■ EXERCISE DESCRIPTION ■
Go through the records below from the first line and print each one exactly, stopping after the line that contains "Trace the roads other than paths in the map". Do not print pictures or anything past that line.

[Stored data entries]

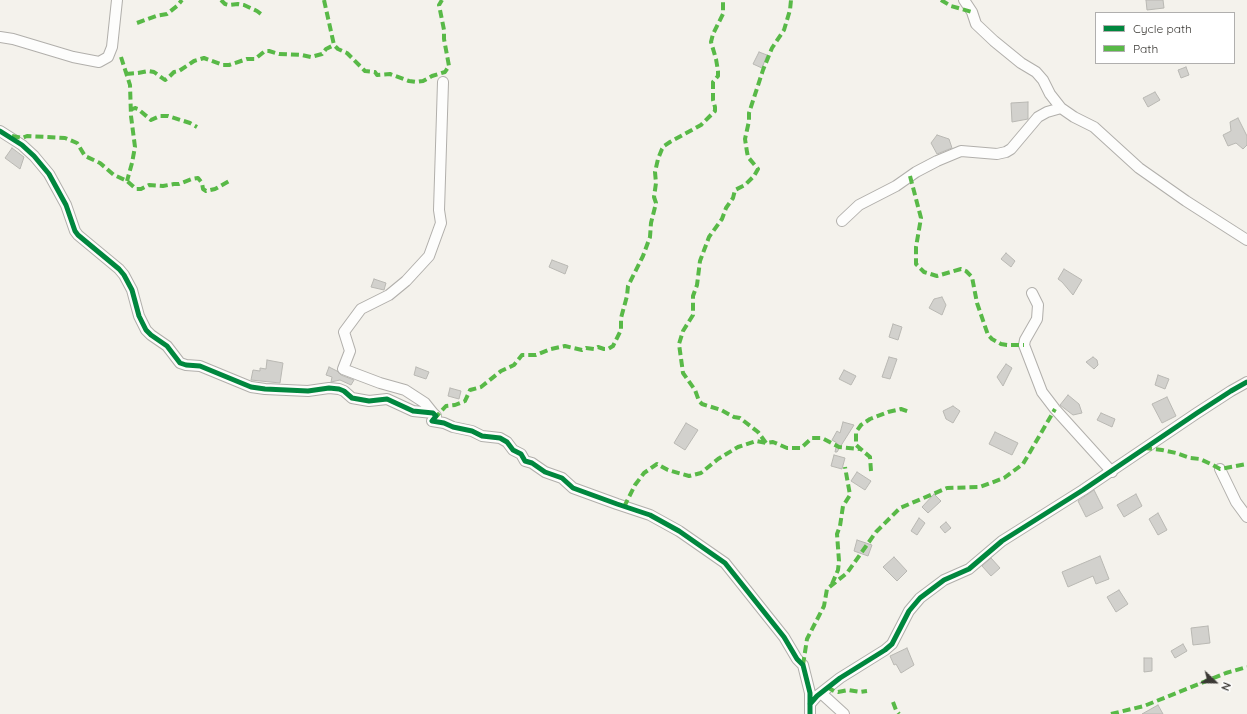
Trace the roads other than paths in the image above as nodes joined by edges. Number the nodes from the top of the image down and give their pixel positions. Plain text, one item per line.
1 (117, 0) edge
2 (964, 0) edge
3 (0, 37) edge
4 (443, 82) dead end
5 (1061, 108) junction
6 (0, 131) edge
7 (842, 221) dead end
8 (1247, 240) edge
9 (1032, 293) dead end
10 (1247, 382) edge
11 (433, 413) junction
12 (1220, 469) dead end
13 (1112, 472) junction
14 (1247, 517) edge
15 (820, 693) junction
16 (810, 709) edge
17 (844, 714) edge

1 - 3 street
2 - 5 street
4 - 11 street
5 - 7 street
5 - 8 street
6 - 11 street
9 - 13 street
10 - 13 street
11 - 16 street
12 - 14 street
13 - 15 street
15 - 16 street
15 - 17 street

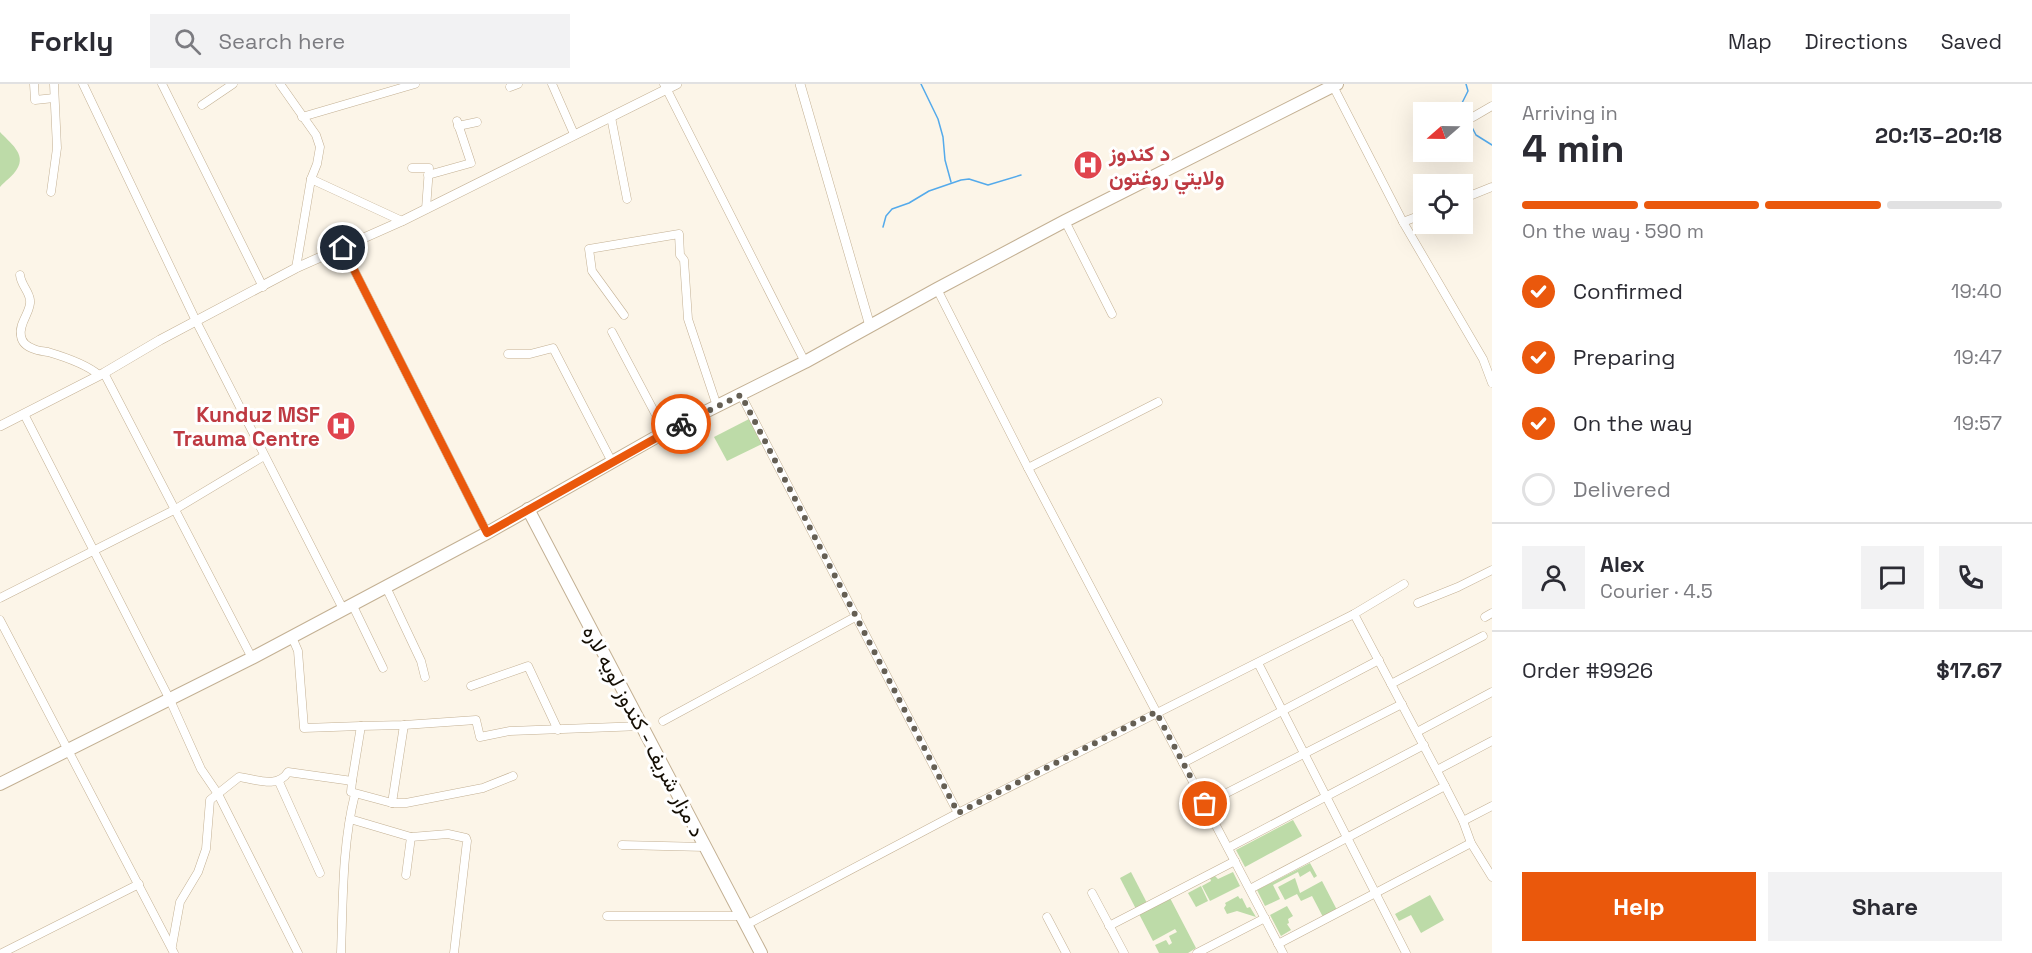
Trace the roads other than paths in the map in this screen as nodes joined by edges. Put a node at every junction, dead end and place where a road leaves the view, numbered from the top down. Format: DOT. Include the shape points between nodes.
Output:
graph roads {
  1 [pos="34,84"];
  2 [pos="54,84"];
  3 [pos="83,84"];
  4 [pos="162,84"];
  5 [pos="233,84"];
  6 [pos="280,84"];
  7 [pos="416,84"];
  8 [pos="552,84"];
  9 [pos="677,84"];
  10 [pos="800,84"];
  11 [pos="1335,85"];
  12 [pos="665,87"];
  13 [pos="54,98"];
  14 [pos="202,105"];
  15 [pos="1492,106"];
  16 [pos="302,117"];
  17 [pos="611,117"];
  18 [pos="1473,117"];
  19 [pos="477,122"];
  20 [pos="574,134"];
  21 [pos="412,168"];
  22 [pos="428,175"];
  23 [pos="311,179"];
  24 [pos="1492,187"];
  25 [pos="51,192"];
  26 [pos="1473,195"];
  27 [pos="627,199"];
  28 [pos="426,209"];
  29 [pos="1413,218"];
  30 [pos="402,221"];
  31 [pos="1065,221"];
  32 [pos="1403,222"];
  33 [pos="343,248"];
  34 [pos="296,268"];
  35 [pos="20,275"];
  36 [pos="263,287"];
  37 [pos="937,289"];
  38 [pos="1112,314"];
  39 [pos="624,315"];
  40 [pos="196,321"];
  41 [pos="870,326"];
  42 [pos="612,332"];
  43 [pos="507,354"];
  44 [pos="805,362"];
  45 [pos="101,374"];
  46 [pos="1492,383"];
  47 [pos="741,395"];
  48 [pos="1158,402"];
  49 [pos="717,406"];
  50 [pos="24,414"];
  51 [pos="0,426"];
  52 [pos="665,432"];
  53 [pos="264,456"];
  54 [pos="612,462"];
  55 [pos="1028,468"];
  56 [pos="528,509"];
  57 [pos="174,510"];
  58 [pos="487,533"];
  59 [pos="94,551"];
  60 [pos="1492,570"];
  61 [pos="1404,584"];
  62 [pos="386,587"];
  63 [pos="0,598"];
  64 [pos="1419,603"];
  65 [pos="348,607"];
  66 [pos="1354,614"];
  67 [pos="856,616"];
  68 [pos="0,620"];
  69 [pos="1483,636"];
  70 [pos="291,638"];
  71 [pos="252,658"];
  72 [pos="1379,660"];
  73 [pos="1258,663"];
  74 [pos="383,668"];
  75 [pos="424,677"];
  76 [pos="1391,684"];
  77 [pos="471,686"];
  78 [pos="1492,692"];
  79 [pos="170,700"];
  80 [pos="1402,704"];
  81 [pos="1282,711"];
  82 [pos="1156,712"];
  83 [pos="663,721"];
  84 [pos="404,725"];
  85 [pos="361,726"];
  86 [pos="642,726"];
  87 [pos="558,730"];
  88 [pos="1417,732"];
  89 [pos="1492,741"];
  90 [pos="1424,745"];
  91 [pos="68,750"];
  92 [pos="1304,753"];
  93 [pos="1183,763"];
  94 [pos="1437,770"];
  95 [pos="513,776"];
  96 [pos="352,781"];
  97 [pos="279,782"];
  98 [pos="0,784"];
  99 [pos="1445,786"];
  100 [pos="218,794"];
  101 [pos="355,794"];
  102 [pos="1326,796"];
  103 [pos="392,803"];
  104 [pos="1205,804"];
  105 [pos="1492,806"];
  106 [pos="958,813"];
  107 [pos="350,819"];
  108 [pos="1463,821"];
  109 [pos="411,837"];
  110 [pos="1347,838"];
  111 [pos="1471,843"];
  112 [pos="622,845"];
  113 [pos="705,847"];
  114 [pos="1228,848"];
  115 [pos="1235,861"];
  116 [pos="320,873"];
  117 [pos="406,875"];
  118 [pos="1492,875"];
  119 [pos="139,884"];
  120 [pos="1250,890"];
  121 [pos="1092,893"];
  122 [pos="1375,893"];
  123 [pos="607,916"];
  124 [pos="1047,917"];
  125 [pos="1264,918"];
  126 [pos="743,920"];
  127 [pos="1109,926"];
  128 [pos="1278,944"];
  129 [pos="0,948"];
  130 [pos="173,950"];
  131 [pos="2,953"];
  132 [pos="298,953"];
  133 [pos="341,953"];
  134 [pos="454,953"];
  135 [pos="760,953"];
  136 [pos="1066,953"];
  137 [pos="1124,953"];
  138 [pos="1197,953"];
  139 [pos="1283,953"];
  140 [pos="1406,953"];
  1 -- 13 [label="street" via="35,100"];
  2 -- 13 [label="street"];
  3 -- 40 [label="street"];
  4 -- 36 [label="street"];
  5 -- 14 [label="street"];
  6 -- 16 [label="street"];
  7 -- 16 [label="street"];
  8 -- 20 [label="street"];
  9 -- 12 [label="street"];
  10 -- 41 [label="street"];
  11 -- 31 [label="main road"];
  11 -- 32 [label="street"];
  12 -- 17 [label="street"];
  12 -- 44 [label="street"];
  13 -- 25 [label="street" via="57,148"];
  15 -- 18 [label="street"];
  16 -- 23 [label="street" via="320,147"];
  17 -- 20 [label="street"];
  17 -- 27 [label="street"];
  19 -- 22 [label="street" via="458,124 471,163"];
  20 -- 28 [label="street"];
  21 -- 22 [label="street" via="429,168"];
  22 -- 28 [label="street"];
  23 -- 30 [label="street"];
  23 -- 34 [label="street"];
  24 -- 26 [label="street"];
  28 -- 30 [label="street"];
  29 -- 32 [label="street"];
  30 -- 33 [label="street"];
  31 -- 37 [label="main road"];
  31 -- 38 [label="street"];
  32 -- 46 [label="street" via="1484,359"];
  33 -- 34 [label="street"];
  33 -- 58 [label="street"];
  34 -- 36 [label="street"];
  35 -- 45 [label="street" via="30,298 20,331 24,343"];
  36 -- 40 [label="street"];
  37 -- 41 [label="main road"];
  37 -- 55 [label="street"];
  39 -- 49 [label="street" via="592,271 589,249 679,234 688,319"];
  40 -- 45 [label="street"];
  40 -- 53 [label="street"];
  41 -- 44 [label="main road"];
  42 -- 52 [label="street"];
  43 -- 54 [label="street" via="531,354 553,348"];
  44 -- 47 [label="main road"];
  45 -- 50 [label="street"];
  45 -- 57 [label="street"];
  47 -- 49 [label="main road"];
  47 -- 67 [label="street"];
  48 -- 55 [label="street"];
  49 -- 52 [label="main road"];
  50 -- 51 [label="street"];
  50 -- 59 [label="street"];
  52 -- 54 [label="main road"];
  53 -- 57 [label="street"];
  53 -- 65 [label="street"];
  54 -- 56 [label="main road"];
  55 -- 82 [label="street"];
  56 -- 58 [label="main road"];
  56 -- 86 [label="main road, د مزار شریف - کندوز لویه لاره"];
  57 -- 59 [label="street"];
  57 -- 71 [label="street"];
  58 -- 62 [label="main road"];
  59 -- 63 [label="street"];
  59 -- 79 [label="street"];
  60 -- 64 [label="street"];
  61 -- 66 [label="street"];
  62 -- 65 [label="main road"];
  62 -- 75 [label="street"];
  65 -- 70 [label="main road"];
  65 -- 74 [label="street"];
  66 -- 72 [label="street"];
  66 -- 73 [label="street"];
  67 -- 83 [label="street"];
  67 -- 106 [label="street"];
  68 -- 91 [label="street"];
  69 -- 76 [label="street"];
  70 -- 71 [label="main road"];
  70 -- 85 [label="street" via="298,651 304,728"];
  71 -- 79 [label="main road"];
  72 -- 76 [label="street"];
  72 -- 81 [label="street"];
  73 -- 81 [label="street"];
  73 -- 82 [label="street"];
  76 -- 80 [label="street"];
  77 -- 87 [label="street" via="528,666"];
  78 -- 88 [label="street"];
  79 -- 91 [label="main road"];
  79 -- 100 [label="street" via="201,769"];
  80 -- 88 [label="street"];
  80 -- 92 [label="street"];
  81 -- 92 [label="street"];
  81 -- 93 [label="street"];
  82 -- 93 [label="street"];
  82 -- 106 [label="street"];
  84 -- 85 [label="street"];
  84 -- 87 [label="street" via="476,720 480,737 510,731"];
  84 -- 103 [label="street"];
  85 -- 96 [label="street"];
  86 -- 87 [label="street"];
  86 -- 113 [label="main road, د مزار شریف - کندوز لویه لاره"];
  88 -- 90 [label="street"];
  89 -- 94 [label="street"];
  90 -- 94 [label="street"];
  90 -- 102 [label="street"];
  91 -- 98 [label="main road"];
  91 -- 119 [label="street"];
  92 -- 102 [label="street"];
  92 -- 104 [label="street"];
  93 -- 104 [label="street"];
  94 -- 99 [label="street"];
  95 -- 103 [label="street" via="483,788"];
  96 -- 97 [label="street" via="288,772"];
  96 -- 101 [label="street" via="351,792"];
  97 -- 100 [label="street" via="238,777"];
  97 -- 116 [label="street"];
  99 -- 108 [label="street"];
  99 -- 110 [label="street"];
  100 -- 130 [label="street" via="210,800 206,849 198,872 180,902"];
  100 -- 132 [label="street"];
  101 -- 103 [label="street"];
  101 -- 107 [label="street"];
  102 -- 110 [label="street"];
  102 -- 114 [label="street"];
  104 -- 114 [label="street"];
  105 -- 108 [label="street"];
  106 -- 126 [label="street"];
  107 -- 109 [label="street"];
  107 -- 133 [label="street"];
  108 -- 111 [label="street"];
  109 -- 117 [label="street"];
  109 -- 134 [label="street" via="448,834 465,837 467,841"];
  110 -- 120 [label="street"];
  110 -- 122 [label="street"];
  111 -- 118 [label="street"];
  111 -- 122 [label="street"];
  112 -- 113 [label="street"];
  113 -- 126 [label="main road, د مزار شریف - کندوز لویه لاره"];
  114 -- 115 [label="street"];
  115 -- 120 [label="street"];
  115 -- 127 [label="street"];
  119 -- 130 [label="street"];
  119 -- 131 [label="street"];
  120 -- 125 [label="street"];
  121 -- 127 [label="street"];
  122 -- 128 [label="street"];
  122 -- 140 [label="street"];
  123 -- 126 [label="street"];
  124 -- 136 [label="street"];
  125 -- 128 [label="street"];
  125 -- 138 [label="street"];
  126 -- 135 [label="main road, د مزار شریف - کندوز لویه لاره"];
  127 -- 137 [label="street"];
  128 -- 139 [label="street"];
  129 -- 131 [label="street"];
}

■ SOLUTION TO THE EXERCISE ■
Trace the roads other than paths in the image above as nodes joined by edges. Number the nodes from the top of the image down and give their pixel positions. Plain text, one item per line.
1 (117, 0) edge
2 (964, 0) edge
3 (0, 37) edge
4 (443, 82) dead end
5 (1061, 108) junction
6 (0, 131) edge
7 (842, 221) dead end
8 (1247, 240) edge
9 (1032, 293) dead end
10 (1247, 382) edge
11 (433, 413) junction
12 (1220, 469) dead end
13 (1112, 472) junction
14 (1247, 517) edge
15 (820, 693) junction
16 (810, 709) edge
17 (844, 714) edge

1 - 3 street
2 - 5 street
4 - 11 street
5 - 7 street
5 - 8 street
6 - 11 street
9 - 13 street
10 - 13 street
11 - 16 street
12 - 14 street
13 - 15 street
15 - 16 street
15 - 17 street

Trace the roads other than paths in the map in this screen as nodes joined by edges. Put a node at every junction, dead end and place where a road leaves the view, numbered from the top down. Format: DOT. Include the shape points between nodes.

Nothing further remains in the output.